In 2008, Connecticut made significant changes in the HUSKY Program that were designed to improve access to dental care for children. The results of this research report show that in 2009 and 2010, the number and percentage of children who receive dental services increased over previous years when the HUSKY Program was delivered through a program of risk-based managed care.
- About 60 percent of children in HUSKY A (Medicaid) had preventive dental care and about 33 percent had treatment, significantly more than in previous years.
- Nearly 70 percent of children in HUSKY B (CHIP) had preventive dental care, significantly more than in HUSKY A; however, dental treatment occurred at roughly the same rates for children in HUSKY A and HUSKY B.
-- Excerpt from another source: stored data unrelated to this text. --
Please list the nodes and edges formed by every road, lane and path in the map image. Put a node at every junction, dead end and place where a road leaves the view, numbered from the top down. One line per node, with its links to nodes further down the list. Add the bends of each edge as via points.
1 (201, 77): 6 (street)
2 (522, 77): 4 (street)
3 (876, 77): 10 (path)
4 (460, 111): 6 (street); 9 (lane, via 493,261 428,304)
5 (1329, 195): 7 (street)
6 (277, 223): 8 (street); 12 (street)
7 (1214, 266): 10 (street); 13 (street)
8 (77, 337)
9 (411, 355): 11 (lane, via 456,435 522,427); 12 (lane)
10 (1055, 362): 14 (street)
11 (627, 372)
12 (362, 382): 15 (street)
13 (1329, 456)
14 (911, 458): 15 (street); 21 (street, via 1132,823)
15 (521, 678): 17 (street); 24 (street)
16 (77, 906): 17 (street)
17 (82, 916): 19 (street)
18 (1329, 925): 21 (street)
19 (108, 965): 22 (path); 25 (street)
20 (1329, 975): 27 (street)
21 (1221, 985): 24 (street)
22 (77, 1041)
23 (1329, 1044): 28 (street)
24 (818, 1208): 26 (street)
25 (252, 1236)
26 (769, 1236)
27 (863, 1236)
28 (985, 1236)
- In HUSKY A, about four in ten children with any dental care had two or more preventive visits, as recommended by pediatric and dental care professionals; the rate was even higher for children in HUSKY B.
- Among children under age 3 in HUSKY A, the percentage who were seen for preventive care increased, as did the percentage of children under 3 who received treatment.
- As in previous years, Hispanic children were most likely and Black children were least likely to have received preventive care.
Based on these findings, we recommend maintaining provider fee increases and oversight provisions established by the Carr legal settlement beyond the expiration date of August 2012. We recommend continuing to monitor differences in access and utilization associated with race/ethnicity and investigating ways to reduce disparities.